Paving their path to Carnegie Hall

Abby at Carnegie

Abby, 10, performing at Carnegie Hall

By Lauren Whittaker
If anyone snapped a picture of me, I’m sure I was beaming as I watched three of my piano students perform in the Celebration of Excellence Recital at New York’s Carnegie Hall on a cold night this past February.  Dressed in their finest clothes, Abby Mercer, 10, Sophie Smith, 10, and Austin Smith, 8, had all earned the honor of performing in this historic concert venue by scoring First Class Honors with Distinction on their Royal Conservatory Music (RCM) Development Program examinations.  As they performed on stage, I reflected on the hard work it takes to land one’s self in Carnegie Hall.

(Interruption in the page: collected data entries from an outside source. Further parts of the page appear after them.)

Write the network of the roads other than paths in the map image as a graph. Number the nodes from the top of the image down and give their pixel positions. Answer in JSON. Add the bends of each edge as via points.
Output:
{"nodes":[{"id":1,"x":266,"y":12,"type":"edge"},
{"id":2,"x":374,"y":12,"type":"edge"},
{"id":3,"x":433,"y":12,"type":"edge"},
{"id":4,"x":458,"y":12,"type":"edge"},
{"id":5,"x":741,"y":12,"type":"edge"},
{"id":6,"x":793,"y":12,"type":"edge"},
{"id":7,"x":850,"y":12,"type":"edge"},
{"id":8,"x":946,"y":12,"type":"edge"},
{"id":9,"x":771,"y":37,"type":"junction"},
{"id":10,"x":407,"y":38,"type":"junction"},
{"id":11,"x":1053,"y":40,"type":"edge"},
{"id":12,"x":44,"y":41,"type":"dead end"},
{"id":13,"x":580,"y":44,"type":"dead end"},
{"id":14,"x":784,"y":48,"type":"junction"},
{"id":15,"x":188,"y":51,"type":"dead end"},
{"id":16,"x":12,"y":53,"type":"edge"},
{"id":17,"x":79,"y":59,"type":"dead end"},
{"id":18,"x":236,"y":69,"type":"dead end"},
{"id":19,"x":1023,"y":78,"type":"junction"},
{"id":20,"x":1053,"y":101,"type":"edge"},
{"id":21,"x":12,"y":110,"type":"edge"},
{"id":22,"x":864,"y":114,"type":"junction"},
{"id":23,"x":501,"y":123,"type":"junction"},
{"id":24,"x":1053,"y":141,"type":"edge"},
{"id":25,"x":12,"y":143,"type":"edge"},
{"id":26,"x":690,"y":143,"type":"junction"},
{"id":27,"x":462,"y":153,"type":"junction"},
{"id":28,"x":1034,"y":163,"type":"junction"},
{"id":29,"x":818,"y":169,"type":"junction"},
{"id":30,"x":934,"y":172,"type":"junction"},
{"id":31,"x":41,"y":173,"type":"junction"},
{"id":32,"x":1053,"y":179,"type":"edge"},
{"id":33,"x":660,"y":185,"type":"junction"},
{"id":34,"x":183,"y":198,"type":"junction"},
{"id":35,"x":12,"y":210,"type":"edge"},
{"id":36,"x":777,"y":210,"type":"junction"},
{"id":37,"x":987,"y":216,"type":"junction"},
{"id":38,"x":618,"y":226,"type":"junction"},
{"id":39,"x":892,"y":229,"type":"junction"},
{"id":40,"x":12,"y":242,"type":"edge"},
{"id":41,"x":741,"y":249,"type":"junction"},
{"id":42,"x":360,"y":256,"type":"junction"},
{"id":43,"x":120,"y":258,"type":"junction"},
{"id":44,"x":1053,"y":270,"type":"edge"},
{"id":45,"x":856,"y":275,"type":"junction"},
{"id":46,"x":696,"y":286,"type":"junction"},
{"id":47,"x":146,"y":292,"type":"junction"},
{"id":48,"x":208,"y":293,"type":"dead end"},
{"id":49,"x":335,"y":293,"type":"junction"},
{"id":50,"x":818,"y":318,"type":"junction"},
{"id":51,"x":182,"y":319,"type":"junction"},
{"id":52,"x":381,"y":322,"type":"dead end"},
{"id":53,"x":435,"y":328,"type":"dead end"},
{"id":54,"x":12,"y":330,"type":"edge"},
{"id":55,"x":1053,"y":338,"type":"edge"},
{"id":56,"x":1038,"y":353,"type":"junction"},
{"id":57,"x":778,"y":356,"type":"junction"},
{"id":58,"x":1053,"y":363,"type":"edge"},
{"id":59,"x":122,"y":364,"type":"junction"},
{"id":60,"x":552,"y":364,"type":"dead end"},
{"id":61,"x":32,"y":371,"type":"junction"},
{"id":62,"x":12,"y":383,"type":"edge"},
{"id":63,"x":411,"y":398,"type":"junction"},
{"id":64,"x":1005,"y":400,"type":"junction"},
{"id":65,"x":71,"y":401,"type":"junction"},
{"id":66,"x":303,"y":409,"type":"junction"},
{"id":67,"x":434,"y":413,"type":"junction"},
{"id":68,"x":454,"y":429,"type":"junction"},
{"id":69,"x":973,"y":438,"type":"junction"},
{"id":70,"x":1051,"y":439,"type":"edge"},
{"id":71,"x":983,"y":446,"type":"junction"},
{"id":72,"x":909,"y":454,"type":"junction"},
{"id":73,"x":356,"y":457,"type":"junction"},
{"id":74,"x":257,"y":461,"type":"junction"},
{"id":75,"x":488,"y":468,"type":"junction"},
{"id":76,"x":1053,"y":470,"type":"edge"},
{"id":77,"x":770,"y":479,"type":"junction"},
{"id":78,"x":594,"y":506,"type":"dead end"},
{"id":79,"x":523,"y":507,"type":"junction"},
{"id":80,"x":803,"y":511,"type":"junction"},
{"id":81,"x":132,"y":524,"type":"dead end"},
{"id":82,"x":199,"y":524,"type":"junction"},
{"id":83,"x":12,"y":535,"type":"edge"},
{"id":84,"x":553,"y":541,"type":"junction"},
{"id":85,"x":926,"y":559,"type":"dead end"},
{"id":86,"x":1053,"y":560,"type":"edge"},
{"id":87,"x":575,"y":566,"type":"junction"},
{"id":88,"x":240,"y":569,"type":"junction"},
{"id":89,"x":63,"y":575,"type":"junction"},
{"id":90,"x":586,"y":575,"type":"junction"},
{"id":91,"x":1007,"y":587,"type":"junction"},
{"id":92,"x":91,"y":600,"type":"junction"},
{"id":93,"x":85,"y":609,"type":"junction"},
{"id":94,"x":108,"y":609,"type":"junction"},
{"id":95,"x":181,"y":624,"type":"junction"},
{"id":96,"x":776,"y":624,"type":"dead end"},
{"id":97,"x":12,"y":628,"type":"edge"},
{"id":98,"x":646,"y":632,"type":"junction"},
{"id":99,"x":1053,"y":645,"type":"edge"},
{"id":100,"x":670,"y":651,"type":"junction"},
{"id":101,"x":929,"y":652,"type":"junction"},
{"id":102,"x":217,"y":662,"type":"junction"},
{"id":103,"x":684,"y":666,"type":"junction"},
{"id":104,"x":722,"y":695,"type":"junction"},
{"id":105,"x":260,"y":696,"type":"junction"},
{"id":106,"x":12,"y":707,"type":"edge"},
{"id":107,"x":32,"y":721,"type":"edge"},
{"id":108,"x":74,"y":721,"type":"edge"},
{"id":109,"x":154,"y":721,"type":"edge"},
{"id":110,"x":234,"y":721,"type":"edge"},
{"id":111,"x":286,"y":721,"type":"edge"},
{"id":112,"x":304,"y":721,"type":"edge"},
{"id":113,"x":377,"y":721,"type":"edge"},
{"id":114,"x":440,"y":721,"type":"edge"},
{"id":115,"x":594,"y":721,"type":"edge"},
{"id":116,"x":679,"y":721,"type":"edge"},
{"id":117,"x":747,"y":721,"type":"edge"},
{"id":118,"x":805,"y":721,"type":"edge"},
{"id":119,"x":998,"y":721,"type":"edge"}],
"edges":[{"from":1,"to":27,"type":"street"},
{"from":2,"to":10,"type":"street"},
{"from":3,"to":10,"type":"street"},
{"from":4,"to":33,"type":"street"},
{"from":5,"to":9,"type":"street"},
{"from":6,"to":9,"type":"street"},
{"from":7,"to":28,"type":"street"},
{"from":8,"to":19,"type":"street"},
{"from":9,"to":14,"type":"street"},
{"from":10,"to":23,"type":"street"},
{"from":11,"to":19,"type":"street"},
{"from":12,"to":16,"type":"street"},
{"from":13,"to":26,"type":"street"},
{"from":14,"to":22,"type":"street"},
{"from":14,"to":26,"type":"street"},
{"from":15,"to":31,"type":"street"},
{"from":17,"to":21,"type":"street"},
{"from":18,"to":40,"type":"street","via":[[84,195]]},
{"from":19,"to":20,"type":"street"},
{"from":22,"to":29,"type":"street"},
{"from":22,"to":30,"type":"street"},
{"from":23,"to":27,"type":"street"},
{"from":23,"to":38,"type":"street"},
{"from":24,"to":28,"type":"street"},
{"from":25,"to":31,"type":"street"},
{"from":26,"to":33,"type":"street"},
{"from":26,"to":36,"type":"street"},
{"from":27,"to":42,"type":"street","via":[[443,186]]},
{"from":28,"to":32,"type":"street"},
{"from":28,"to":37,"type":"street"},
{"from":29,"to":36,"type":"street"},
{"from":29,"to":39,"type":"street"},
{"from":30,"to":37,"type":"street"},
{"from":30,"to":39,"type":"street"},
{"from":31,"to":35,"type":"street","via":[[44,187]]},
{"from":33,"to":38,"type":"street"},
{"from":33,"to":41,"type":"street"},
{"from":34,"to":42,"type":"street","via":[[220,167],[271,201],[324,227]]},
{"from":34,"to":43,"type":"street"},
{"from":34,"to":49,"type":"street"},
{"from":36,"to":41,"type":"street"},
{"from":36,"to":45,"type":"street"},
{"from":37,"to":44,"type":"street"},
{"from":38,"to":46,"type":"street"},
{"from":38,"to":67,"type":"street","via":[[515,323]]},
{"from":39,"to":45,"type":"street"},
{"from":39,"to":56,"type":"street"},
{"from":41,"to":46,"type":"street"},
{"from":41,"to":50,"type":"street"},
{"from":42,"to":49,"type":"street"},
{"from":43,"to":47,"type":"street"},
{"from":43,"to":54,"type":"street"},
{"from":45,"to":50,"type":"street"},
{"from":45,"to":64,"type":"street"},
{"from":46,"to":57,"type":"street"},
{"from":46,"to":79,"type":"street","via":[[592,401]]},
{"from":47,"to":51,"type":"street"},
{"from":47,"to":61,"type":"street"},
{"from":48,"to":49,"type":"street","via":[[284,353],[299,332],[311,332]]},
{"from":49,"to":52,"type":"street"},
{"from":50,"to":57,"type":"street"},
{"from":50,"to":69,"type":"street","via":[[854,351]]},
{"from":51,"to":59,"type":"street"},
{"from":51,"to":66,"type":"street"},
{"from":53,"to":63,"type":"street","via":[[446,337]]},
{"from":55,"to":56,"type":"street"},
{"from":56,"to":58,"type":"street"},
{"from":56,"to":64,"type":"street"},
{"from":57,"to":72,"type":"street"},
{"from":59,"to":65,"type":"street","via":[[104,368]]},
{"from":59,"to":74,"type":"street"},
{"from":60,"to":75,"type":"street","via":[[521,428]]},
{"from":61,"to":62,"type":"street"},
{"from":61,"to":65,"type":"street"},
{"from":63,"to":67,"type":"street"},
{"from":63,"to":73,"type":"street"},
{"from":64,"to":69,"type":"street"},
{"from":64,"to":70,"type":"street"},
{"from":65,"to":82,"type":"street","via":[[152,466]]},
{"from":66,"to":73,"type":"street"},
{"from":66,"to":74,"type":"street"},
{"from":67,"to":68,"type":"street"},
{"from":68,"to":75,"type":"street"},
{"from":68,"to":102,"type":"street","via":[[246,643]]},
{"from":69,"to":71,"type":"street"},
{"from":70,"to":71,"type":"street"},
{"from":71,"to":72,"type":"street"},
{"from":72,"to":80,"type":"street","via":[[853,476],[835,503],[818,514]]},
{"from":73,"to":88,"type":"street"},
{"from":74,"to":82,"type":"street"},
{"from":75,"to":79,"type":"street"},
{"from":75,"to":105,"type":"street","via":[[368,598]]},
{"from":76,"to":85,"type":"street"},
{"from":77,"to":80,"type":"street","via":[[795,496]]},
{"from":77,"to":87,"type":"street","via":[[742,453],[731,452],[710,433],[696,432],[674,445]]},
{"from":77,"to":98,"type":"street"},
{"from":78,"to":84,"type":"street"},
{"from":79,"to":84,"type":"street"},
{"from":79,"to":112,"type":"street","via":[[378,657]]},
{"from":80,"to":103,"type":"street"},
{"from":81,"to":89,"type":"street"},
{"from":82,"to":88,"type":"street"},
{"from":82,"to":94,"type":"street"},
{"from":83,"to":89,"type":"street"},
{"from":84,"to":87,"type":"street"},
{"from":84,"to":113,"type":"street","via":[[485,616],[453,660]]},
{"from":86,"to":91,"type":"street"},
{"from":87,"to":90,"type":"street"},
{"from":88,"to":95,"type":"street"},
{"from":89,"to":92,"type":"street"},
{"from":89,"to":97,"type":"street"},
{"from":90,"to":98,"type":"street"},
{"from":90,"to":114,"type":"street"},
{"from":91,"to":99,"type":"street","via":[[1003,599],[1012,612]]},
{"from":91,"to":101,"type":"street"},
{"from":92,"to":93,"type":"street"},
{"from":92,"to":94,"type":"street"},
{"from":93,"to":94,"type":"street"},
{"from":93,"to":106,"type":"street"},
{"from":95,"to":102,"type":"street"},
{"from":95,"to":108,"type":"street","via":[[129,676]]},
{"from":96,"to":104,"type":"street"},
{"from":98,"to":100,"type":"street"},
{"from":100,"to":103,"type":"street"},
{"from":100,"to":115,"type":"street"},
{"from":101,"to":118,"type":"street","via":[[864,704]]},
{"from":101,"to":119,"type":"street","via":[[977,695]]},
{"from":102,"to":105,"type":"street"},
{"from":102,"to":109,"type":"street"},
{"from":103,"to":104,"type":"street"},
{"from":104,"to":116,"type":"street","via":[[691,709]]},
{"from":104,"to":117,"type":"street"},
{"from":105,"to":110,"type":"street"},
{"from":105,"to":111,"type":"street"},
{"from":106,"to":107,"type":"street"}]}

Abby, for example, started down her music path at four years old, when she participated in South Shore Conservatory’s early childhood summer program, The Arts Tell a Story.  She enjoyed the experience so much that her mother enrolled her in SSC’s arts-integrated preschool program that fall.  From there, she continued her arts-based learning on through kindergarten.  While she was in kindergarten, Abby started her introduction to piano, taking a weekly Piano FUNdamentals group class for an entire year. By the time she was six, Abby knew she liked playing piano enough to start private lessons with me, and loved reading enough to join the SSC Book Club with kindergarten teacher Jill Martin.  I welcomed her addition to my studio.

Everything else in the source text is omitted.